## Prompt:
All of the data should be reproduced word for word, though its pictures must be omitted.

Source records:
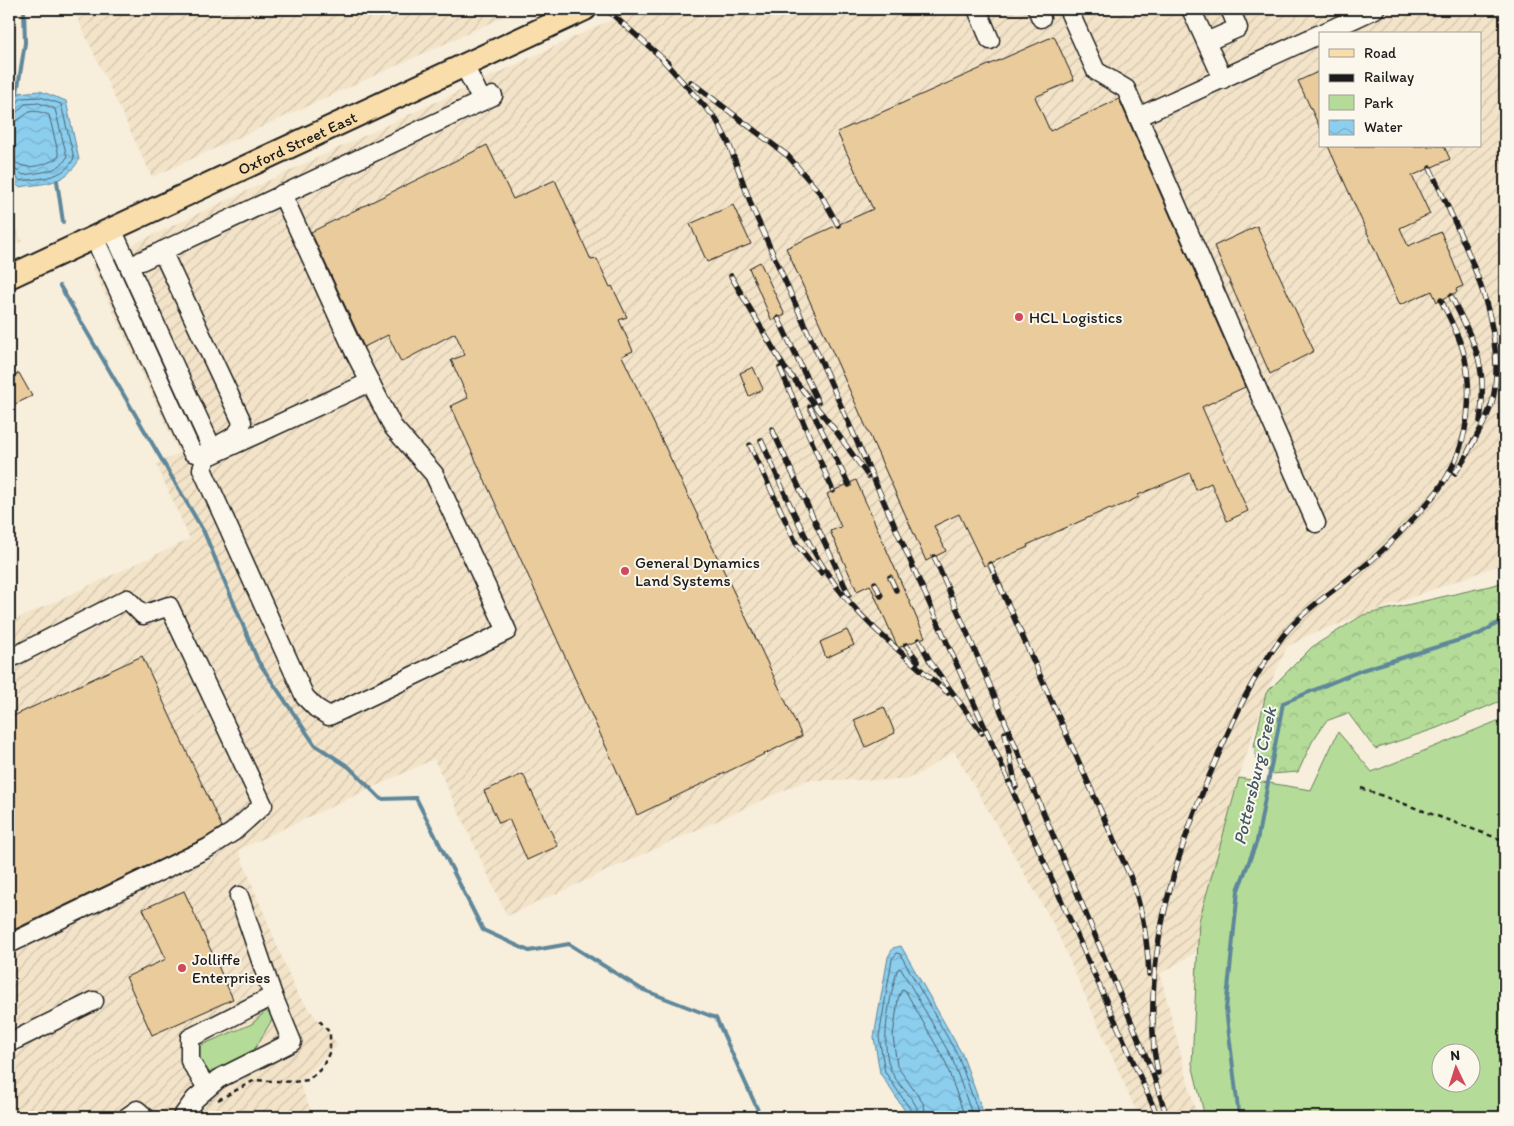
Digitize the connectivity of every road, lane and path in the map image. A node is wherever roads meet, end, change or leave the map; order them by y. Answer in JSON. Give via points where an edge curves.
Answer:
{"nodes":[{"id":1,"x":585,"y":9,"type":"edge"},
{"id":2,"x":977,"y":9,"type":"edge"},
{"id":3,"x":1068,"y":9,"type":"edge"},
{"id":4,"x":1191,"y":9,"type":"edge"},
{"id":5,"x":1230,"y":9,"type":"edge"},
{"id":6,"x":1375,"y":9,"type":"edge"},
{"id":7,"x":1325,"y":32,"type":"edge"},
{"id":8,"x":1319,"y":35,"type":"edge"},
{"id":9,"x":990,"y":40,"type":"dead end"},
{"id":10,"x":1206,"y":42,"type":"junction"},
{"id":11,"x":464,"y":65,"type":"junction"},
{"id":12,"x":1223,"y":79,"type":"junction"},
{"id":13,"x":1138,"y":117,"type":"junction"},
{"id":14,"x":282,"y":194,"type":"junction"},
{"id":15,"x":103,"y":233,"type":"junction"},
{"id":16,"x":162,"y":251,"type":"junction"},
{"id":17,"x":141,"y":261,"type":"dead end"},
{"id":18,"x":9,"y":277,"type":"edge"},
{"id":19,"x":370,"y":382,"type":"junction"},
{"id":20,"x":209,"y":452,"type":"junction"},
{"id":21,"x":1316,"y":523,"type":"dead end"},
{"id":22,"x":9,"y":659,"type":"edge"},
{"id":23,"x":1361,"y":788,"type":"dead end"},
{"id":24,"x":1505,"y":841,"type":"edge"},
{"id":25,"x":238,"y":896,"type":"dead end"},
{"id":26,"x":9,"y":944,"type":"edge"},
{"id":27,"x":273,"y":996,"type":"junction"},
{"id":28,"x":94,"y":1001,"type":"dead end"},
{"id":29,"x":319,"y":1020,"type":"dead end"},
{"id":30,"x":9,"y":1043,"type":"edge"},
{"id":31,"x":210,"y":1095,"type":"junction"},
{"id":32,"x":127,"y":1117,"type":"edge"},
{"id":33,"x":145,"y":1117,"type":"edge"},
{"id":34,"x":182,"y":1117,"type":"edge"}],
"edges":[{"from":1,"to":11,"type":"main road","name":"Oxford Street East"},
{"from":2,"to":9,"type":"street"},
{"from":3,"to":13,"type":"street","via":[[1096,71],[1126,89]]},
{"from":4,"to":10,"type":"street"},
{"from":5,"to":10,"type":"street","via":[[1238,28]]},
{"from":6,"to":7,"type":"street"},
{"from":8,"to":12,"type":"street"},
{"from":10,"to":12,"type":"street"},
{"from":11,"to":14,"type":"street","via":[[487,98]]},
{"from":11,"to":15,"type":"main road","name":"Oxford Street East"},
{"from":12,"to":13,"type":"street"},
{"from":13,"to":21,"type":"street"},
{"from":14,"to":16,"type":"street"},
{"from":14,"to":19,"type":"street"},
{"from":15,"to":18,"type":"main road","name":"Oxford Street East"},
{"from":15,"to":20,"type":"street","via":[[192,452]]},
{"from":16,"to":17,"type":"street"},
{"from":16,"to":20,"type":"street","via":[[242,422],[236,435]]},
{"from":19,"to":20,"type":"street"},
{"from":19,"to":20,"type":"street","via":[[393,427],[434,474],[507,631],[329,716],[305,697],[202,469]]},
{"from":22,"to":26,"type":"street","via":[[127,599],[143,615],[169,606],[263,805],[233,832],[208,848]]},
{"from":23,"to":24,"type":"path"},
{"from":25,"to":27,"type":"street"},
{"from":27,"to":31,"type":"street","via":[[292,1042],[218,1079]]},
{"from":27,"to":31,"type":"street","via":[[190,1038],[190,1061]]},
{"from":28,"to":30,"type":"street"},
{"from":29,"to":31,"type":"path","via":[[330,1033],[330,1051],[322,1068],[308,1080],[255,1080]]},
{"from":31,"to":34,"type":"street","via":[[195,1099]]},
{"from":32,"to":33,"type":"street","via":[[137,1110]]}]}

## Answer area:
Digitize the connectivity of every road, lane and path in the map image. A node is wherever roads meet, end, change or leave the map; order them by y. Answer in JSON. Give via points where an edge curves.
Answer:
{"nodes":[{"id":1,"x":585,"y":9,"type":"edge"},
{"id":2,"x":977,"y":9,"type":"edge"},
{"id":3,"x":1068,"y":9,"type":"edge"},
{"id":4,"x":1191,"y":9,"type":"edge"},
{"id":5,"x":1230,"y":9,"type":"edge"},
{"id":6,"x":1375,"y":9,"type":"edge"},
{"id":7,"x":1325,"y":32,"type":"edge"},
{"id":8,"x":1319,"y":35,"type":"edge"},
{"id":9,"x":990,"y":40,"type":"dead end"},
{"id":10,"x":1206,"y":42,"type":"junction"},
{"id":11,"x":464,"y":65,"type":"junction"},
{"id":12,"x":1223,"y":79,"type":"junction"},
{"id":13,"x":1138,"y":117,"type":"junction"},
{"id":14,"x":282,"y":194,"type":"junction"},
{"id":15,"x":103,"y":233,"type":"junction"},
{"id":16,"x":162,"y":251,"type":"junction"},
{"id":17,"x":141,"y":261,"type":"dead end"},
{"id":18,"x":9,"y":277,"type":"edge"},
{"id":19,"x":370,"y":382,"type":"junction"},
{"id":20,"x":209,"y":452,"type":"junction"},
{"id":21,"x":1316,"y":523,"type":"dead end"},
{"id":22,"x":9,"y":659,"type":"edge"},
{"id":23,"x":1361,"y":788,"type":"dead end"},
{"id":24,"x":1505,"y":841,"type":"edge"},
{"id":25,"x":238,"y":896,"type":"dead end"},
{"id":26,"x":9,"y":944,"type":"edge"},
{"id":27,"x":273,"y":996,"type":"junction"},
{"id":28,"x":94,"y":1001,"type":"dead end"},
{"id":29,"x":319,"y":1020,"type":"dead end"},
{"id":30,"x":9,"y":1043,"type":"edge"},
{"id":31,"x":210,"y":1095,"type":"junction"},
{"id":32,"x":127,"y":1117,"type":"edge"},
{"id":33,"x":145,"y":1117,"type":"edge"},
{"id":34,"x":182,"y":1117,"type":"edge"}],
"edges":[{"from":1,"to":11,"type":"main road","name":"Oxford Street East"},
{"from":2,"to":9,"type":"street"},
{"from":3,"to":13,"type":"street","via":[[1096,71],[1126,89]]},
{"from":4,"to":10,"type":"street"},
{"from":5,"to":10,"type":"street","via":[[1238,28]]},
{"from":6,"to":7,"type":"street"},
{"from":8,"to":12,"type":"street"},
{"from":10,"to":12,"type":"street"},
{"from":11,"to":14,"type":"street","via":[[487,98]]},
{"from":11,"to":15,"type":"main road","name":"Oxford Street East"},
{"from":12,"to":13,"type":"street"},
{"from":13,"to":21,"type":"street"},
{"from":14,"to":16,"type":"street"},
{"from":14,"to":19,"type":"street"},
{"from":15,"to":18,"type":"main road","name":"Oxford Street East"},
{"from":15,"to":20,"type":"street","via":[[192,452]]},
{"from":16,"to":17,"type":"street"},
{"from":16,"to":20,"type":"street","via":[[242,422],[236,435]]},
{"from":19,"to":20,"type":"street"},
{"from":19,"to":20,"type":"street","via":[[393,427],[434,474],[507,631],[329,716],[305,697],[202,469]]},
{"from":22,"to":26,"type":"street","via":[[127,599],[143,615],[169,606],[263,805],[233,832],[208,848]]},
{"from":23,"to":24,"type":"path"},
{"from":25,"to":27,"type":"street"},
{"from":27,"to":31,"type":"street","via":[[292,1042],[218,1079]]},
{"from":27,"to":31,"type":"street","via":[[190,1038],[190,1061]]},
{"from":28,"to":30,"type":"street"},
{"from":29,"to":31,"type":"path","via":[[330,1033],[330,1051],[322,1068],[308,1080],[255,1080]]},
{"from":31,"to":34,"type":"street","via":[[195,1099]]},
{"from":32,"to":33,"type":"street","via":[[137,1110]]}]}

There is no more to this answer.